The Reminiscence Bump

https://en.wikipedia.org/wiki/File:Lifespan_Retrieval_Curve.jpg

If you seem to recall your adolescence and early adulthood years more clearly than your later life, that’s normal. Most of us can recall a disproportionate number of autobiographical memories made between ages 10 and 30, perhaps because of the important changes in identity, goals, attitudes, and beliefs that most of us went through in those years. (Also, that’s the span in which many of us have novel experiences such as graduation, marriage, and the birth of a child.)

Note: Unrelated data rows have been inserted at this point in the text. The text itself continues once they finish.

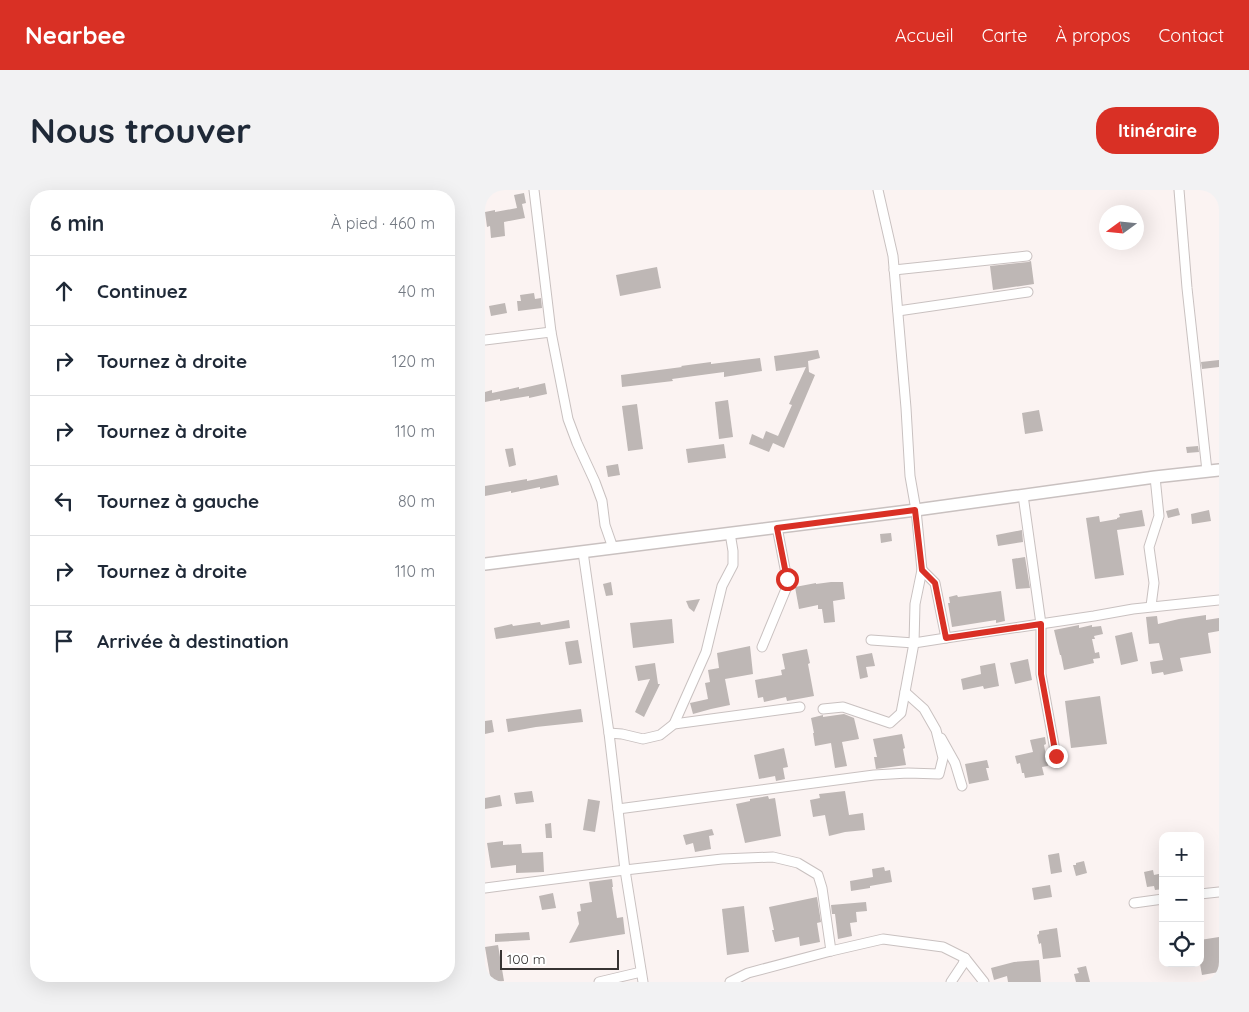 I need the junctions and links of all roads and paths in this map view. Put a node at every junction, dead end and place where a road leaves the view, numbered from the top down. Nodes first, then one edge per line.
1 (535, 190) edge
2 (878, 190) edge
3 (1179, 190) edge
4 (1027, 256) dead end
5 (894, 270) junction
6 (1028, 292) dead end
7 (898, 311) junction
8 (551, 332) junction
9 (485, 340) edge
10 (1219, 470) edge
11 (1207, 471) junction
12 (1155, 477) junction
13 (1023, 495) junction
14 (915, 510) junction
15 (777, 528) junction
16 (730, 533) junction
17 (613, 548) junction
18 (583, 552) junction
19 (485, 564) edge
20 (922, 570) junction
21 (1219, 600) edge
22 (1151, 606) junction
23 (1041, 624) junction
24 (946, 638) junction
25 (871, 640) dead end
26 (914, 643) junction
27 (762, 647) dead end
28 (905, 692) junction
29 (800, 707) dead end
30 (823, 710) dead end
31 (674, 724) junction
32 (936, 730) junction
33 (609, 733) junction
34 (1056, 756) dead end
35 (962, 786) dead end
36 (618, 808) junction
37 (625, 870) junction
38 (485, 888) edge
39 (1219, 892) edge
40 (1204, 894) edge
41 (1159, 899) edge
42 (1134, 902) dead end
43 (831, 951) junction
44 (965, 958) junction
45 (641, 972) junction
46 (599, 982) edge
47 (643, 982) edge
48 (730, 982) edge
49 (951, 982) edge
50 (984, 982) edge

1 - 8 street
2 - 5 street
3 - 11 street
4 - 5 street
5 - 7 street
6 - 7 street
7 - 14 street
8 - 9 street
8 - 17 street
10 - 11 street
11 - 12 street
12 - 13 street
12 - 22 street
13 - 14 street
13 - 23 street
14 - 15 street
14 - 20 street
15 - 16 street
15 - 27 street
16 - 17 street
16 - 31 street
17 - 18 street
18 - 19 street
18 - 33 street
20 - 24 street
20 - 26 street
21 - 22 street
22 - 23 street
23 - 24 street
23 - 34 street
24 - 26 street
25 - 26 street
26 - 28 street
28 - 30 street
28 - 32 street
29 - 31 street
31 - 33 street
32 - 35 street
32 - 36 street
33 - 36 street
36 - 37 street
37 - 38 street
37 - 43 street
37 - 45 street
39 - 40 street
41 - 42 street
43 - 44 street
43 - 48 street
44 - 49 street
44 - 50 street
45 - 46 street
45 - 47 street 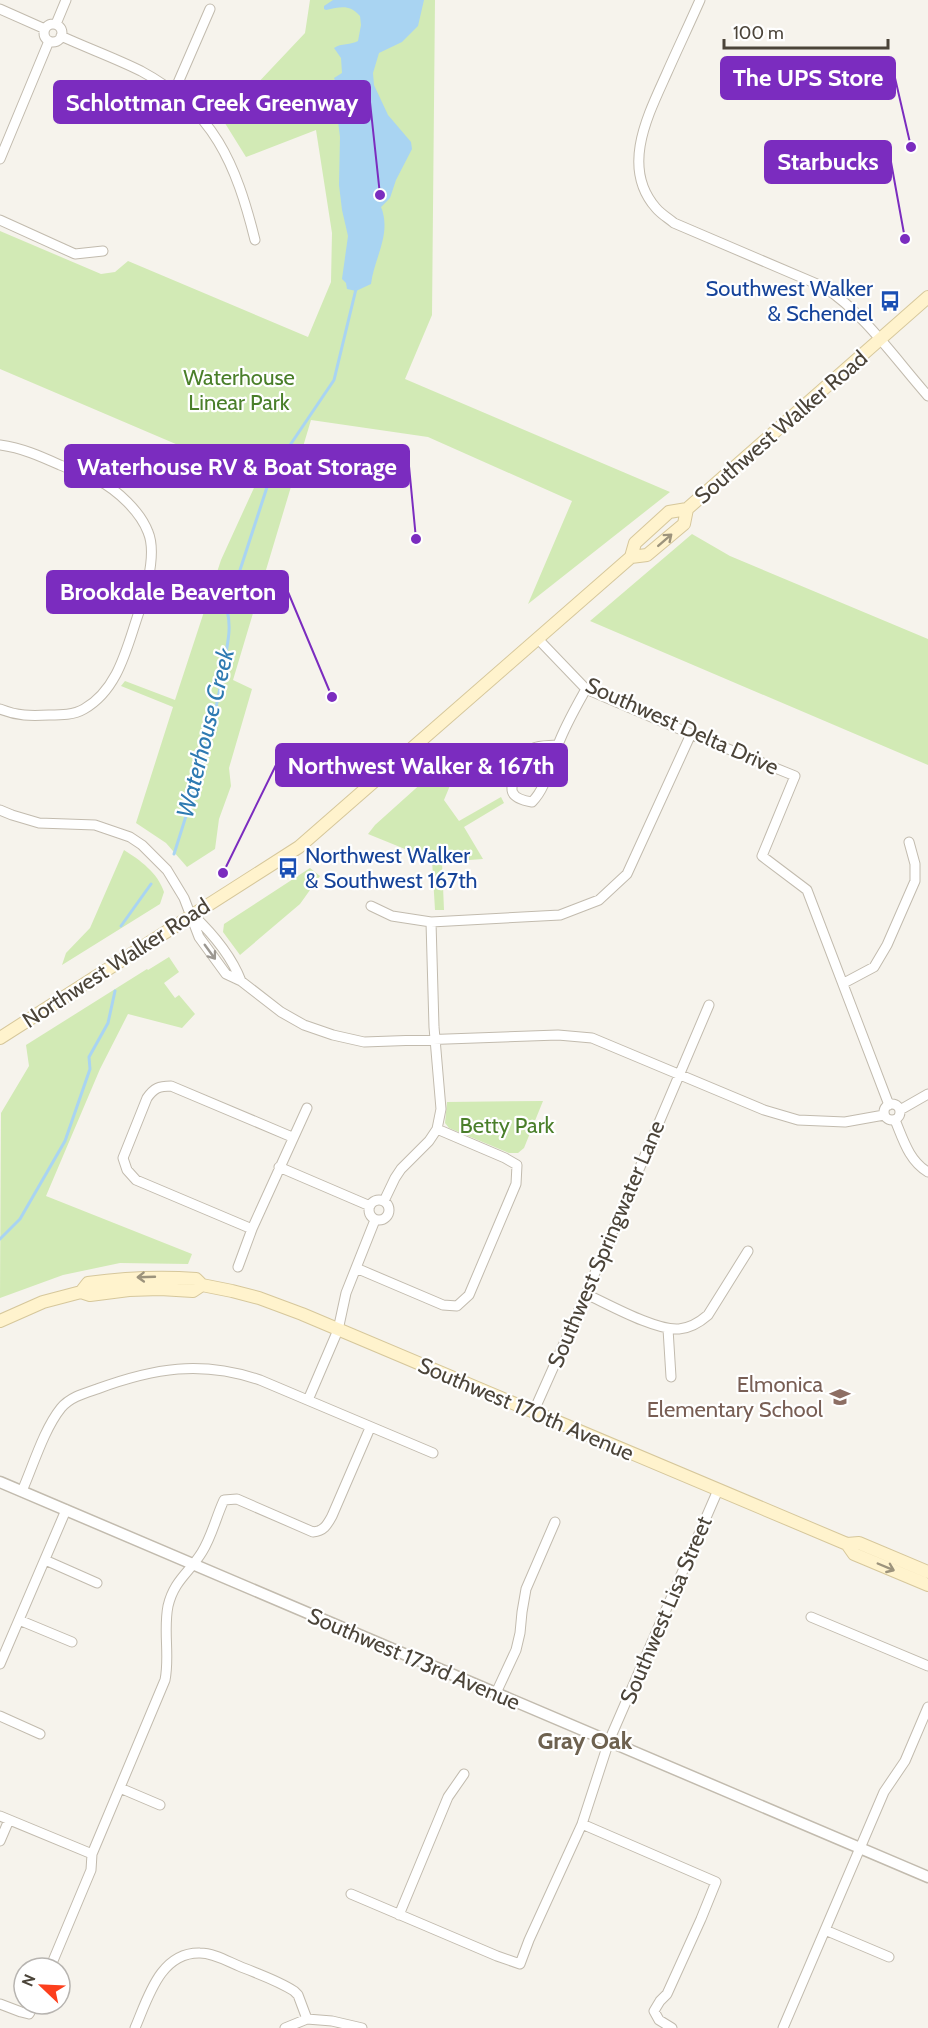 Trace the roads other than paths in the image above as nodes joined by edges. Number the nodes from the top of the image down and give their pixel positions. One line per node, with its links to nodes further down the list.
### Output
1 (66, 0): 5 (street)
2 (700, 0): 15 (street)
3 (0, 9): 6 (street)
4 (210, 9): 9 (street)
5 (56, 24): 6 (street); 7 (street)
6 (45, 29): 8 (street)
7 (61, 36): 8 (street); 9 (street)
8 (49, 41): 10 (street)
9 (174, 92): 12 (street)
10 (0, 159)
11 (0, 220): 13 (street)
12 (255, 240)
13 (103, 251)
14 (928, 297): 15 (main road, Southwest Walker Road)
15 (880, 341): 16 (street); 18 (main road, Southwest Walker Road)
16 (928, 396)
17 (0, 445): 22 (street)
18 (687, 508): 19 (main road, Southwest Walker Road); 19 (main road, Southwest Walker Road, one-way to 18)
19 (631, 557): 20 (main road, Southwest Walker Road)
20 (538, 639): 21 (street, Southwest Delta Drive); 28 (main road, Northwest Walker Road)
21 (586, 688): 23 (street, Southwest Delta Drive); 24 (street)
22 (0, 709)
23 (691, 734): 29 (street); 30 (street, Southwest Delta Drive)
24 (557, 746): 24 (street)
25 (0, 810): 28 (street)
26 (909, 842): 30 (street)
27 (370, 906): 29 (street)
28 (192, 914): 32 (main road, Northwest Walker Road); 33 (street)
29 (431, 922): 33 (street)
30 (844, 983): 36 (street, Southwest Delta Drive)
31 (710, 1005): 34 (street, Southwest Springwater Lane)
32 (0, 1038)
33 (435, 1040): 34 (street); 41 (street)
34 (679, 1074): 39 (street); 52 (street, Southwest Springwater Lane)
35 (928, 1094): 38 (street)
36 (889, 1105): 38 (street); 39 (street)
37 (307, 1108): 42 (street)
38 (900, 1110): 40 (street)
39 (884, 1115): 40 (street)
40 (895, 1120): 44 (street)
41 (437, 1129): 45 (street); 51 (street)
42 (292, 1137): 43 (street); 48 (street)
43 (279, 1167): 46 (street); 48 (street)
44 (928, 1172)
45 (384, 1201): 46 (street); 47 (street)
46 (370, 1206): 47 (street)
47 (375, 1220): 51 (street)
48 (252, 1229): 50 (street)
49 (748, 1251): 54 (street)
50 (238, 1267)
51 (356, 1268): 55 (street)
52 (586, 1294): 54 (street); 58 (street, Southwest Springwater Lane)
53 (0, 1321): 55 (main road, Southwest 170th Avenue)
54 (668, 1329): 56 (street)
55 (338, 1330): 57 (street); 58 (main road, Southwest 170th Avenue)
56 (672, 1377)
57 (308, 1400): 59 (street); 63 (street)
58 (533, 1413): 62 (main road, Southwest 170th Avenue)
59 (370, 1428): 60 (street); 68 (street)
60 (433, 1454)
61 (0, 1482): 63 (street, Southwest 173rd Avenue)
62 (718, 1490): 66 (main road, Southwest 170th Avenue); 81 (street, Southwest Lisa Street)
63 (22, 1491): 64 (street, Southwest 173rd Avenue)
64 (66, 1510): 67 (street); 68 (street, Southwest 173rd Avenue)
65 (555, 1522): 77 (street)
66 (848, 1544): 69 (main road, Southwest 170th Avenue); 71 (main road, Southwest 170th Avenue, one-way to 71)
67 (45, 1560): 70 (street); 73 (street)
68 (193, 1565): 77 (street, Southwest 173rd Avenue); 83 (street)
69 (928, 1572)
70 (97, 1583)
71 (928, 1586)
72 (812, 1617): 76 (street)
73 (19, 1620): 74 (street); 75 (street)
74 (72, 1642)
75 (0, 1664)
76 (928, 1666)
77 (496, 1693): 81 (street, Southwest 173rd Avenue)
78 (928, 1707): 88 (street)
79 (0, 1716): 80 (street)
80 (40, 1734)
81 (609, 1741): 86 (street, Southwest Lisa Street); 88 (street, Southwest 173rd Avenue)
82 (464, 1774): 92 (street)
83 (120, 1788): 84 (street); 89 (street)
84 (160, 1804)
85 (4, 1818): 87 (street); 89 (street)
86 (582, 1824): 92 (street, Southwest Lisa Street); 100 (street)
87 (0, 1841)
88 (860, 1848): 90 (street, Southwest 173rd Avenue); 93 (street)
89 (92, 1854): 94 (street)
90 (928, 1877)
91 (351, 1894): 92 (street)
92 (399, 1915)
93 (825, 1930): 95 (street); 101 (street)
94 (55, 1956)
95 (889, 1957)
96 (307, 2019): 97 (street); 98 (street); 99 (street)
97 (135, 2028)
98 (285, 2028)
99 (362, 2028)
100 (672, 2028)
101 (783, 2028) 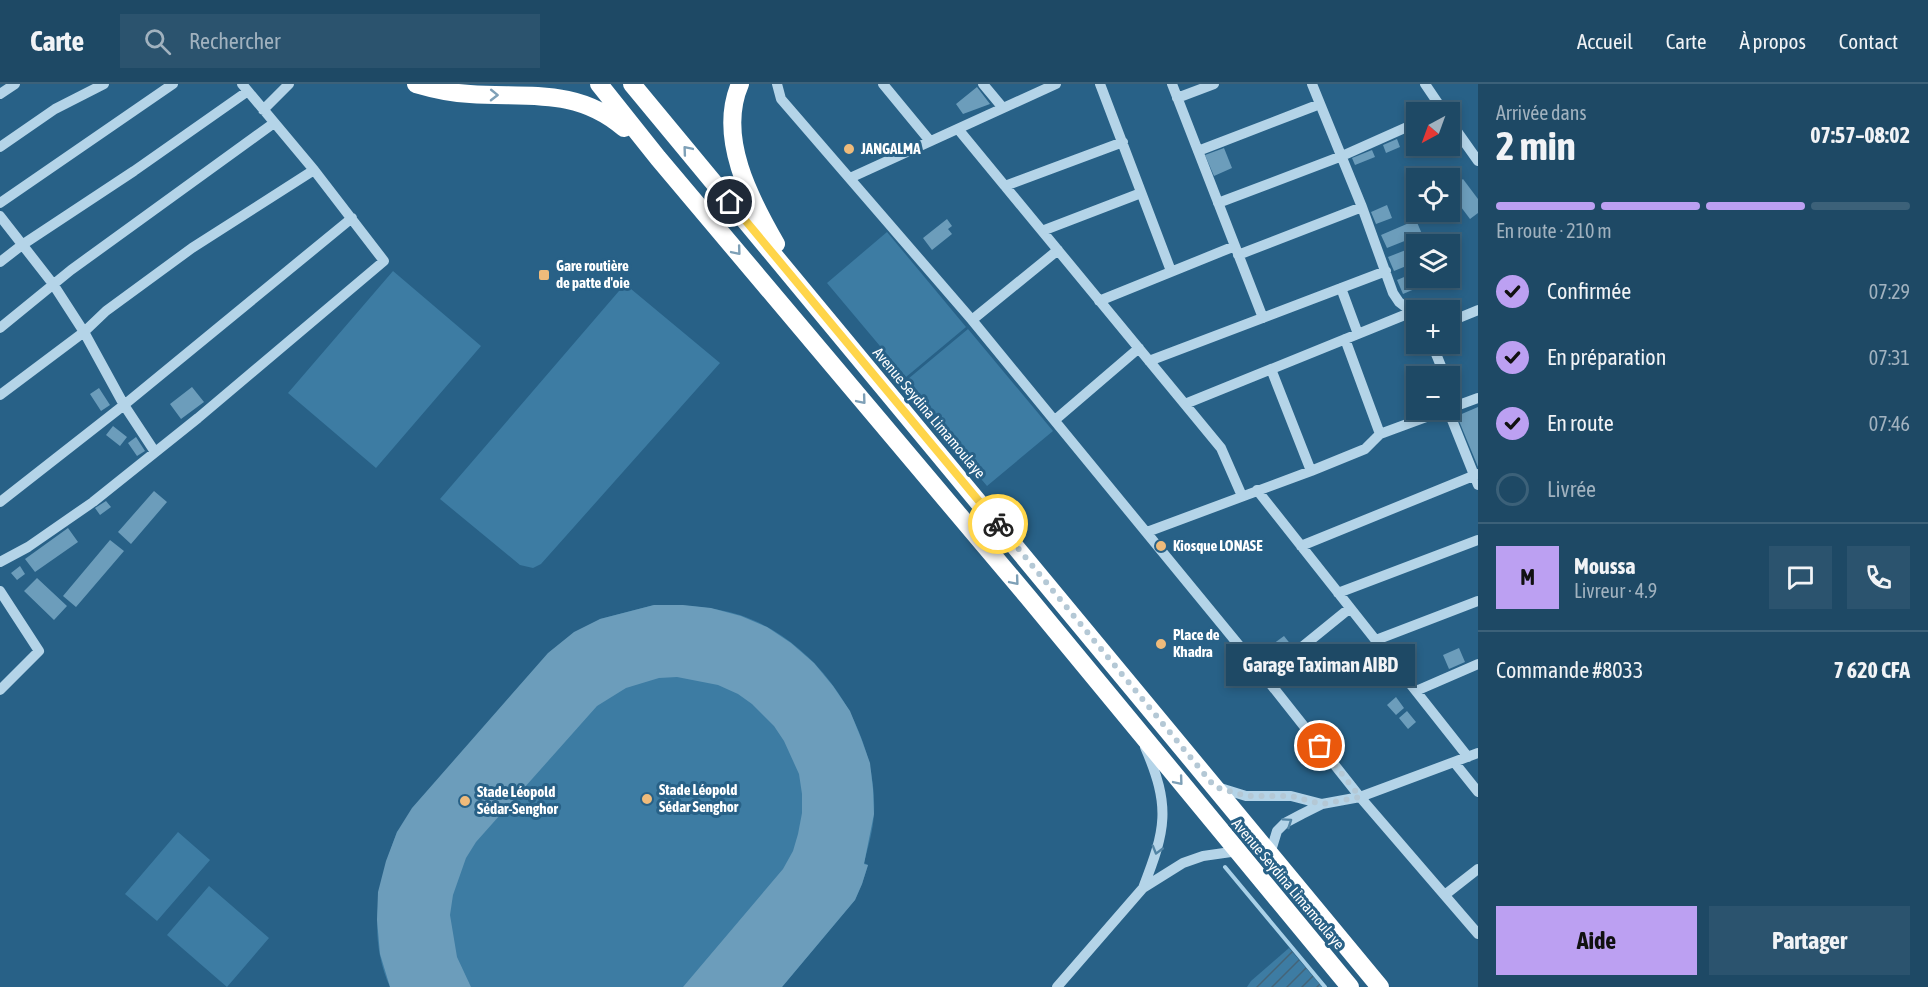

Interestingly, this phenomenon extends to favorite books, movies, and records. In a 2007 study, psychologist Steve M.J. Janssen and his colleagues at the University of Amsterdam found that subjects best recorded memories of these things between 11 and 25. This is particularly true of music: Items that aren’t revisited frequently, such as books, are more likely to be forgotten, but records have a strong “reminiscence bump.”

“Books are read two or three times, movies are watched more frequently, whereas records are listened to numerous times. The results suggest that differential encoding initially causes the reminiscence bump and that re-sampling increases the bump further.” See the appendices for lists of favorite books, movies, and records and the average ages at which subjects first encountered them.

(Steve M.J. Janssen, Antonio G. Chessa, and Jaap M.J. Murre, “Temporal Distribution of Favourite Books, Movies, and Records: Differential Encoding and Re-Sampling,” Memory 15:7 [2007], 755-767.)